* **EXERCISE BRIEF**: Identify each line below that contains the word "dead", and copy it out.
+++
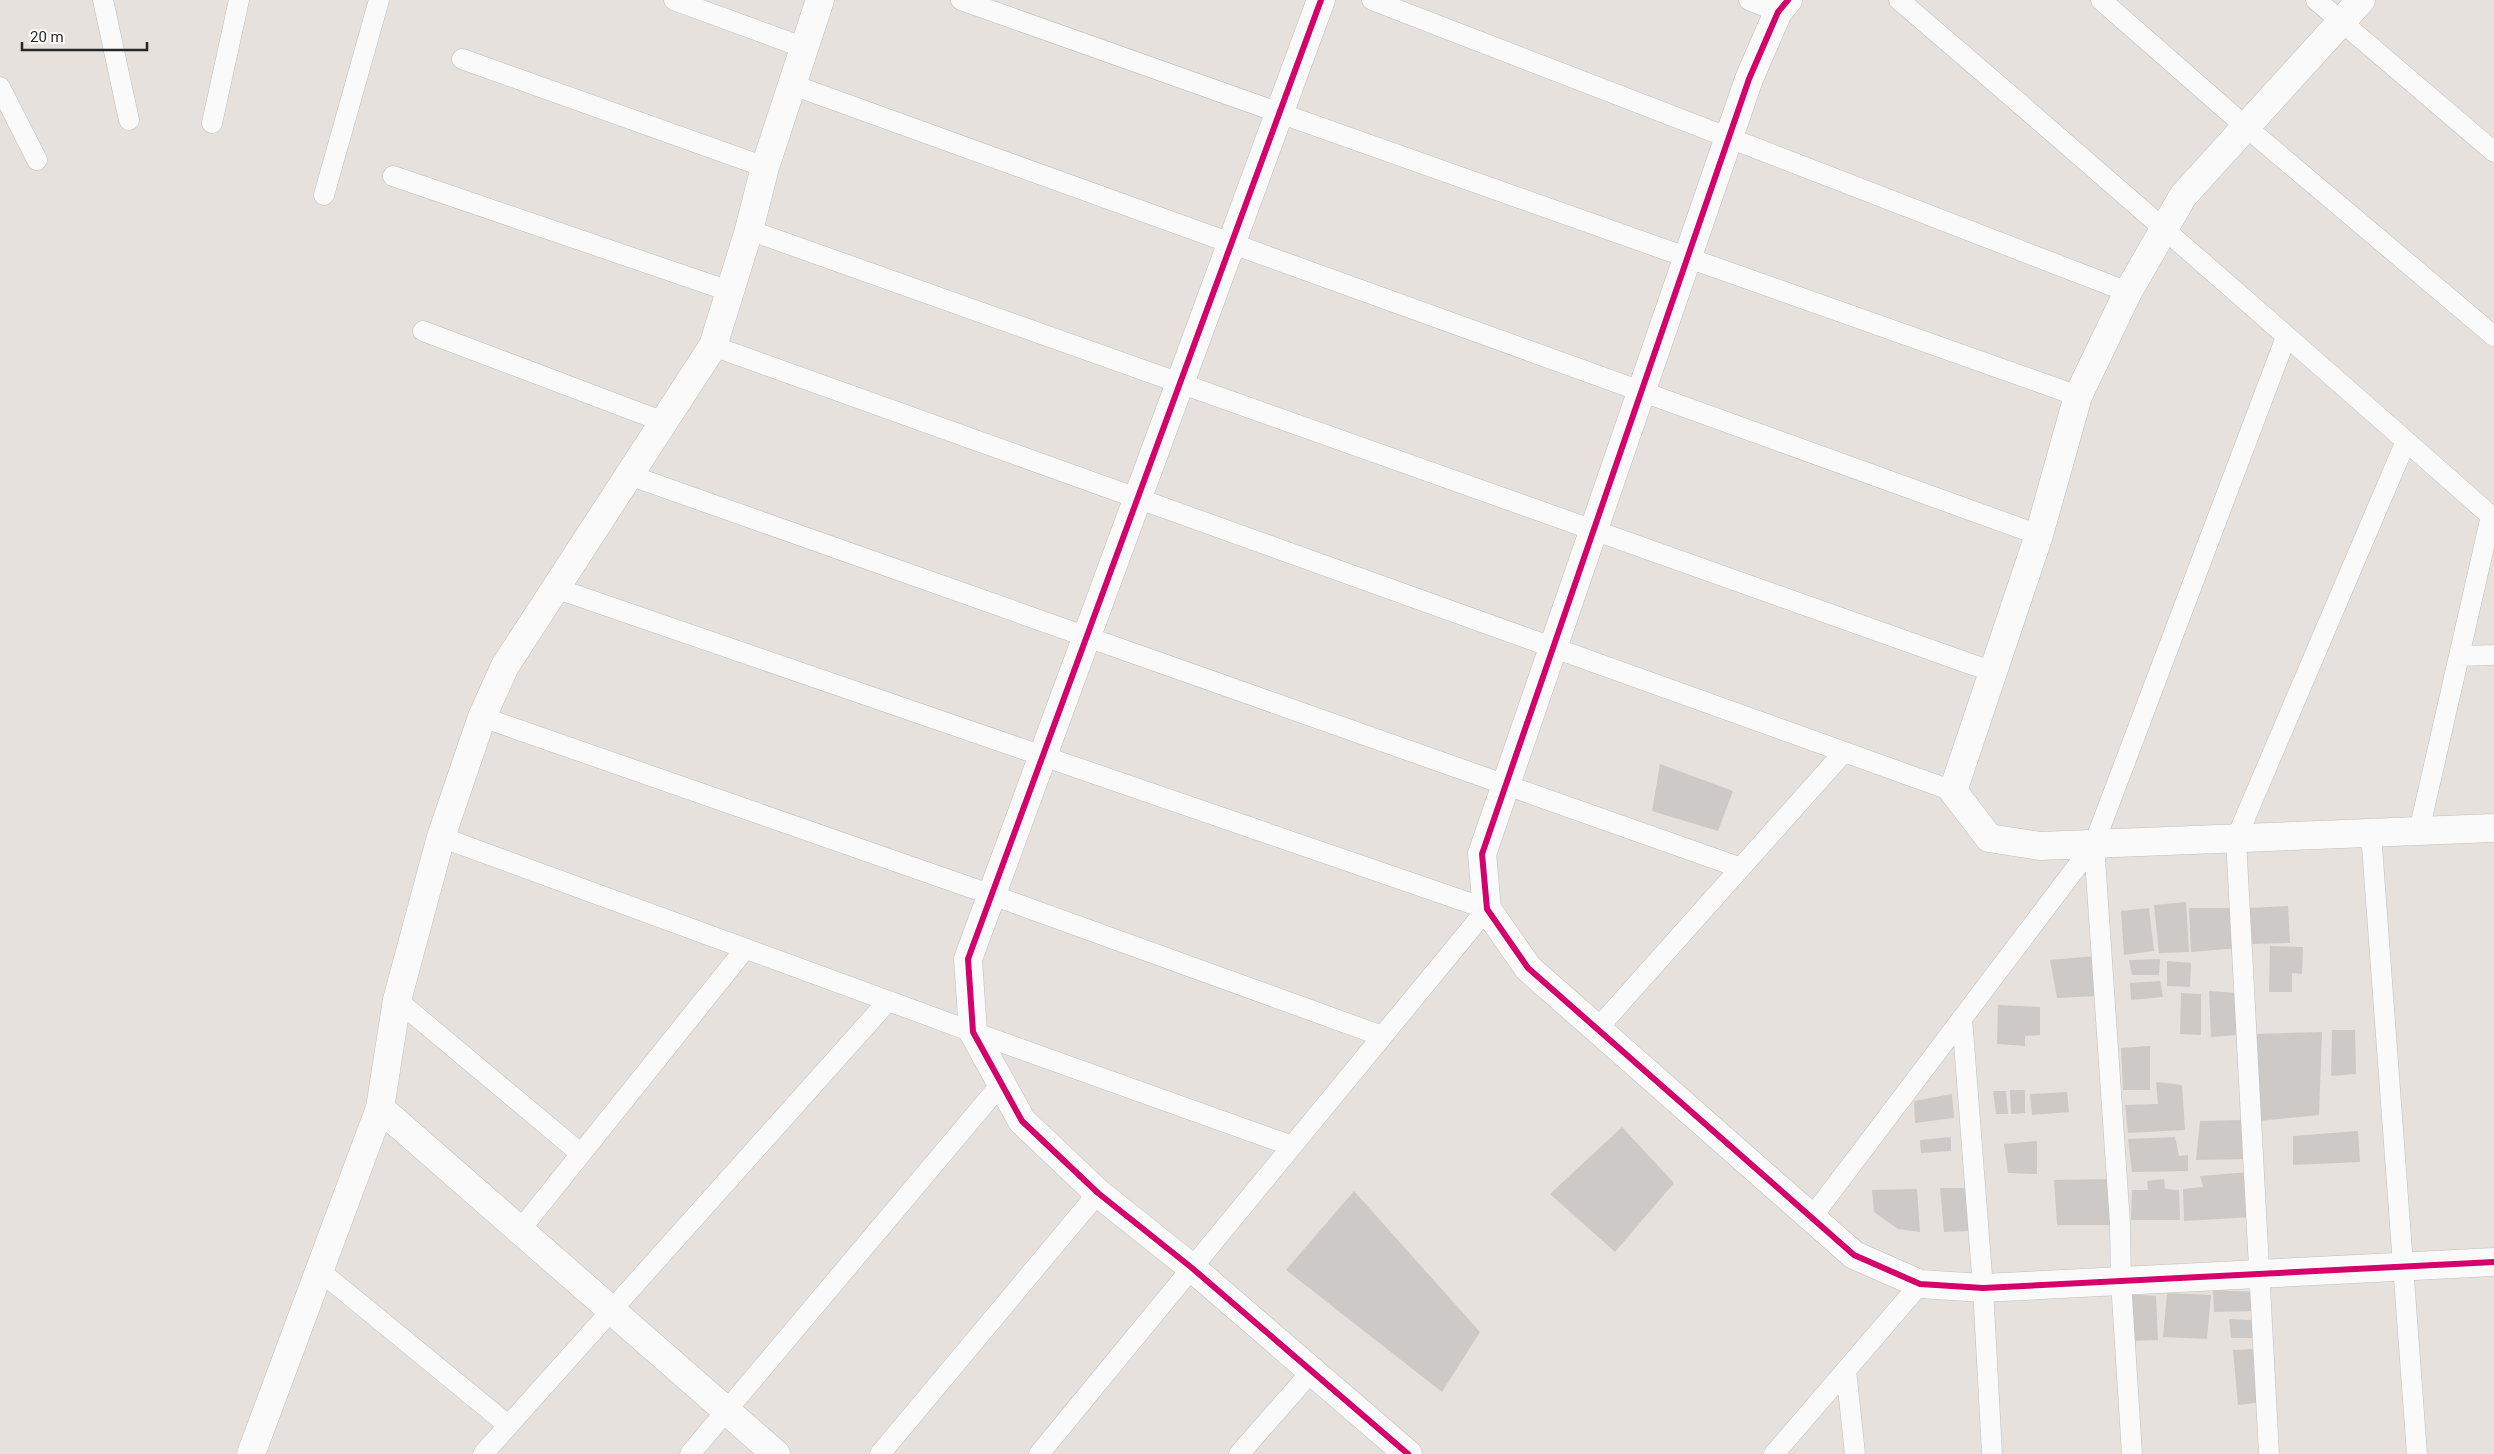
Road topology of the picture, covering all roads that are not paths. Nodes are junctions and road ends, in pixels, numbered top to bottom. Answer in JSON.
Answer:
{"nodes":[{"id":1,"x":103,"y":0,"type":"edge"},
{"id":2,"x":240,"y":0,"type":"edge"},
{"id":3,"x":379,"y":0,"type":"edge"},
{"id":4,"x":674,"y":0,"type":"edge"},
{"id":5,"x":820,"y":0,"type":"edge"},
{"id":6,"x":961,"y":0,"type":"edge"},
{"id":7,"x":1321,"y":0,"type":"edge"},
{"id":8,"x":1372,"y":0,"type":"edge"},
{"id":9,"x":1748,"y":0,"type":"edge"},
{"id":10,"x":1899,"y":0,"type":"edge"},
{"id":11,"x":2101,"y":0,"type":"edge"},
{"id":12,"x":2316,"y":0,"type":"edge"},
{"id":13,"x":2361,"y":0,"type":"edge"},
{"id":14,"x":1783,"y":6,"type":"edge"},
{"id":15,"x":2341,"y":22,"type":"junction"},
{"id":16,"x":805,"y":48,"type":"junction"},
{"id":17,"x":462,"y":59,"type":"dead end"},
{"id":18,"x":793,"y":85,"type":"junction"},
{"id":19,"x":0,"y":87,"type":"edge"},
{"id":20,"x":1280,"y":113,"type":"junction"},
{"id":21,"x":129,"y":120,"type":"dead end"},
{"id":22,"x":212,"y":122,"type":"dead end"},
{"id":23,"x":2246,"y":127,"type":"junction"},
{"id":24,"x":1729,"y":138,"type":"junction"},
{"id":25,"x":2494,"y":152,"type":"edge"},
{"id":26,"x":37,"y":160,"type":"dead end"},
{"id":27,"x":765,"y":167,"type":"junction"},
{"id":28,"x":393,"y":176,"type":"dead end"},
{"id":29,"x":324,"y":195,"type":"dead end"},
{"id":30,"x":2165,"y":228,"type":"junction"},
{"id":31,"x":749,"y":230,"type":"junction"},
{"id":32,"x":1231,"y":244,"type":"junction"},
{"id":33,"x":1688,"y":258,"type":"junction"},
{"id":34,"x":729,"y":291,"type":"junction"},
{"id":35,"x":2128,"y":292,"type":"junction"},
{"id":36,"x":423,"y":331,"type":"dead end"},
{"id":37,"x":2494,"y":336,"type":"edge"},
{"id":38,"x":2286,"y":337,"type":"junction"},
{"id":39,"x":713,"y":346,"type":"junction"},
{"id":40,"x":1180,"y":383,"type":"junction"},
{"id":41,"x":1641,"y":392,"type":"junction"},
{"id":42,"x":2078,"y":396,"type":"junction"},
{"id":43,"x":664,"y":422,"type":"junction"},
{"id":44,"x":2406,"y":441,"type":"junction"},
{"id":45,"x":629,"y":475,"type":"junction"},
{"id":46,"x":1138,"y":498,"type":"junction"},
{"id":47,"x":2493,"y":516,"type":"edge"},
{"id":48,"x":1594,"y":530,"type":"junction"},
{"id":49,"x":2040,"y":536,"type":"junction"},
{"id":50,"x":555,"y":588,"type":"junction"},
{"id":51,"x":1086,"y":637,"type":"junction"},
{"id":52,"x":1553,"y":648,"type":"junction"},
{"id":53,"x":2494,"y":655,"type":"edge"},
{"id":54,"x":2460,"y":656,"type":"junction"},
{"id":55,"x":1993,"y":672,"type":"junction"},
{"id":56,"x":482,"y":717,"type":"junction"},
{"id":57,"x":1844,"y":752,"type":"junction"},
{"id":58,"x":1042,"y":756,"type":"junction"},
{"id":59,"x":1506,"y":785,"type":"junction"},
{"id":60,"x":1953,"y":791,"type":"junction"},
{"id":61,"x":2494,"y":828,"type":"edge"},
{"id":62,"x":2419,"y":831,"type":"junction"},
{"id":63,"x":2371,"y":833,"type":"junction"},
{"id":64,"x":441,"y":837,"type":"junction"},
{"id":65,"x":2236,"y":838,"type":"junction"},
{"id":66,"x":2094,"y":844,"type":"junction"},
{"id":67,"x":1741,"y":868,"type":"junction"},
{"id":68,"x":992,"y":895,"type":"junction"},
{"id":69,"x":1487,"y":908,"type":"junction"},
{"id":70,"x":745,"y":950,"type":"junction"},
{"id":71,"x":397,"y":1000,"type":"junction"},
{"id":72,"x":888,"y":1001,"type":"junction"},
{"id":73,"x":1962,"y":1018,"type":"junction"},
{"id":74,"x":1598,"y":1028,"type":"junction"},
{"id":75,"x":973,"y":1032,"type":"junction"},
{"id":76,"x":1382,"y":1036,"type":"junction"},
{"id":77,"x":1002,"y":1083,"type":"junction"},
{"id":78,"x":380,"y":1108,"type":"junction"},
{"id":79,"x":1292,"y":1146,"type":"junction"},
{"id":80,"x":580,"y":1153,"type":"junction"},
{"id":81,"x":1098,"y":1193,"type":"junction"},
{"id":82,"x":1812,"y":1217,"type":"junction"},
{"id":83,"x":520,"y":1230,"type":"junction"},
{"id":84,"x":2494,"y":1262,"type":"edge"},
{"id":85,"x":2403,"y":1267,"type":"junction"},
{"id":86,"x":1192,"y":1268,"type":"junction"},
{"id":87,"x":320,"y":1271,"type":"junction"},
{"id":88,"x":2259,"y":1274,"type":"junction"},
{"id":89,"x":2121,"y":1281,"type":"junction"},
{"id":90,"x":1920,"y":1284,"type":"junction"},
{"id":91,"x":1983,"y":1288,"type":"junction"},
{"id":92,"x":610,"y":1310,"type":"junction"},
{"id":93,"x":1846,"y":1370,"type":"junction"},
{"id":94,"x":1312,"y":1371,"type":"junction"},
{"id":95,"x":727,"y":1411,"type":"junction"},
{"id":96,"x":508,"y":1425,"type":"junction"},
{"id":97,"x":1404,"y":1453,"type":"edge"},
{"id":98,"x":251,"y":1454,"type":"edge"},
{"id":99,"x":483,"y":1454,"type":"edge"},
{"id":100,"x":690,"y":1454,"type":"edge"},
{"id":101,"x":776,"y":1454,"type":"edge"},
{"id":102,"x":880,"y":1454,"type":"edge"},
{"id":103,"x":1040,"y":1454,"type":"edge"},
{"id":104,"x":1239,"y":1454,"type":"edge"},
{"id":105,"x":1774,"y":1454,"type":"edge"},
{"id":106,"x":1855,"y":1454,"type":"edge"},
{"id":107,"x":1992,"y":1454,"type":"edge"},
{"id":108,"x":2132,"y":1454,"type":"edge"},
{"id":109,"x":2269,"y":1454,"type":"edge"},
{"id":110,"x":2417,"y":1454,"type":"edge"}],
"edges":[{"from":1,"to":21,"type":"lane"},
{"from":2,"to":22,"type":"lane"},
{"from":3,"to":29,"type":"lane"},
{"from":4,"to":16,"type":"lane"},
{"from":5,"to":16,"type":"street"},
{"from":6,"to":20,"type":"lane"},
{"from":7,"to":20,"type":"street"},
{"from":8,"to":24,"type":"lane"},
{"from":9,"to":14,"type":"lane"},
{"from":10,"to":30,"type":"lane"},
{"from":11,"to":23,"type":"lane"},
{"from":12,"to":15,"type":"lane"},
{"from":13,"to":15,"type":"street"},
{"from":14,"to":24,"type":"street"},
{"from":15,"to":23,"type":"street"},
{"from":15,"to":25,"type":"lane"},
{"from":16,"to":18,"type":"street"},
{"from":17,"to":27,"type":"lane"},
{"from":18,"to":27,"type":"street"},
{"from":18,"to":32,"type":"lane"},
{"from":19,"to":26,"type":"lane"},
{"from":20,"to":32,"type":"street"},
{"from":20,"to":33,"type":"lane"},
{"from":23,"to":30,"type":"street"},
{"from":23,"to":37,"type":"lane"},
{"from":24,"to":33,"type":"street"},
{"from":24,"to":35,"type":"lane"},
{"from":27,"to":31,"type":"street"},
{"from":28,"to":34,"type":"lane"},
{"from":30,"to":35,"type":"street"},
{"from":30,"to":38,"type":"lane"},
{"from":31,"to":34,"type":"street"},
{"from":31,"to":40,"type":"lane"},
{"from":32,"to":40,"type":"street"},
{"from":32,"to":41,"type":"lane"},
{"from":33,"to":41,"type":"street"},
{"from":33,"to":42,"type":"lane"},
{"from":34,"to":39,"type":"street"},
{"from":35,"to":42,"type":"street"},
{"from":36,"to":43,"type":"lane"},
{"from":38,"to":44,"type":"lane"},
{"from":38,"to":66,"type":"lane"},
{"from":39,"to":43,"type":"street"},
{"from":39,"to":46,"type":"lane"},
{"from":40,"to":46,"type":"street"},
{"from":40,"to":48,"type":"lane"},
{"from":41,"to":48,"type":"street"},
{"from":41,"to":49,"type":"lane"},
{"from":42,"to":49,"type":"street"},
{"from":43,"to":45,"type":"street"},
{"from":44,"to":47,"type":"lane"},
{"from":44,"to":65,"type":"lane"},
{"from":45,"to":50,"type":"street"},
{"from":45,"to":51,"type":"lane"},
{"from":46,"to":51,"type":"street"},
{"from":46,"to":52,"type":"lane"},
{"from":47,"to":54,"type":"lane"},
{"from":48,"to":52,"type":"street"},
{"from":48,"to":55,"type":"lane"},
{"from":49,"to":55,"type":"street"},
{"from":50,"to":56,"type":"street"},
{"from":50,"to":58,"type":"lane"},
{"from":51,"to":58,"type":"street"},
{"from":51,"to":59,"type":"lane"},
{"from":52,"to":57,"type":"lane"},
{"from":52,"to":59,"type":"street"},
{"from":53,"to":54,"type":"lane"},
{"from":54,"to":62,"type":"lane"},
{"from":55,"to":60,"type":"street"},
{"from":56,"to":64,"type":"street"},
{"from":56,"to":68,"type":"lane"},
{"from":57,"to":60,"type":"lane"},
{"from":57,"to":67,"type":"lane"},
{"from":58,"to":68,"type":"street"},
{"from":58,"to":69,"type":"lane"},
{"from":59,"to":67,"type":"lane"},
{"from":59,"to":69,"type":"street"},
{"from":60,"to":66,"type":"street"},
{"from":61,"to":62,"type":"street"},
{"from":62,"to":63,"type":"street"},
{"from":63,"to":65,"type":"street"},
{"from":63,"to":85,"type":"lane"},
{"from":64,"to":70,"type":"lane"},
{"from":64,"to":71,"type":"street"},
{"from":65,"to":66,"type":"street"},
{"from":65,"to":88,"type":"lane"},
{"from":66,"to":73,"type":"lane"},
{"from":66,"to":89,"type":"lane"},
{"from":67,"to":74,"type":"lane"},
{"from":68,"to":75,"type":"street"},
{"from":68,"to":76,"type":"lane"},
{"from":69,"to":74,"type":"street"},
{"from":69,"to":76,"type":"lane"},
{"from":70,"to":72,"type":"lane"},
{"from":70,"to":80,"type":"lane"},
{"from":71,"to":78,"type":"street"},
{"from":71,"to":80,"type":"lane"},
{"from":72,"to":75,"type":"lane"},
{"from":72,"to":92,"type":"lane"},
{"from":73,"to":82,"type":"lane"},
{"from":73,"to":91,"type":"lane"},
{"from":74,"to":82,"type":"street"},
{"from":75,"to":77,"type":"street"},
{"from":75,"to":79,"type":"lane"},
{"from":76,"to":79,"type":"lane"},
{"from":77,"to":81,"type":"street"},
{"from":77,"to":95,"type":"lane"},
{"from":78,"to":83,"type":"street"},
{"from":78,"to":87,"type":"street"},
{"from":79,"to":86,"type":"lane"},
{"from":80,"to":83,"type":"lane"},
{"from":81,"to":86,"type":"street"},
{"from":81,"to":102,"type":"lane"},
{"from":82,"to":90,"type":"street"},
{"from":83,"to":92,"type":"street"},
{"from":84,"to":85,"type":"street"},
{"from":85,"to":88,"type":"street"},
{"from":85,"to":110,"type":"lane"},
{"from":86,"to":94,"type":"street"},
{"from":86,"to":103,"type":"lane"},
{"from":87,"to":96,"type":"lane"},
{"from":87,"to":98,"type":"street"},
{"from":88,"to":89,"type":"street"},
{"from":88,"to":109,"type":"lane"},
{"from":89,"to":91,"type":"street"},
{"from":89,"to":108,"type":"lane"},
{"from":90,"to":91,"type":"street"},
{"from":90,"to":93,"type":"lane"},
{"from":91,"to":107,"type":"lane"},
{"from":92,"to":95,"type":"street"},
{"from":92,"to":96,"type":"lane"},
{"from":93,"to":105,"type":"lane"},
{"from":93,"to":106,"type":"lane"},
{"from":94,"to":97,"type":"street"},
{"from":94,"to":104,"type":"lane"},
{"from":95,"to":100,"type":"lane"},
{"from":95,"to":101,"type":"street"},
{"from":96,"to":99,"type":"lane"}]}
+++
* **ANSWER SPACE**:
{"id":17,"x":462,"y":59,"type":"dead end"},
{"id":21,"x":129,"y":120,"type":"dead end"},
{"id":22,"x":212,"y":122,"type":"dead end"},
{"id":26,"x":37,"y":160,"type":"dead end"},
{"id":28,"x":393,"y":176,"type":"dead end"},
{"id":29,"x":324,"y":195,"type":"dead end"},
{"id":36,"x":423,"y":331,"type":"dead end"},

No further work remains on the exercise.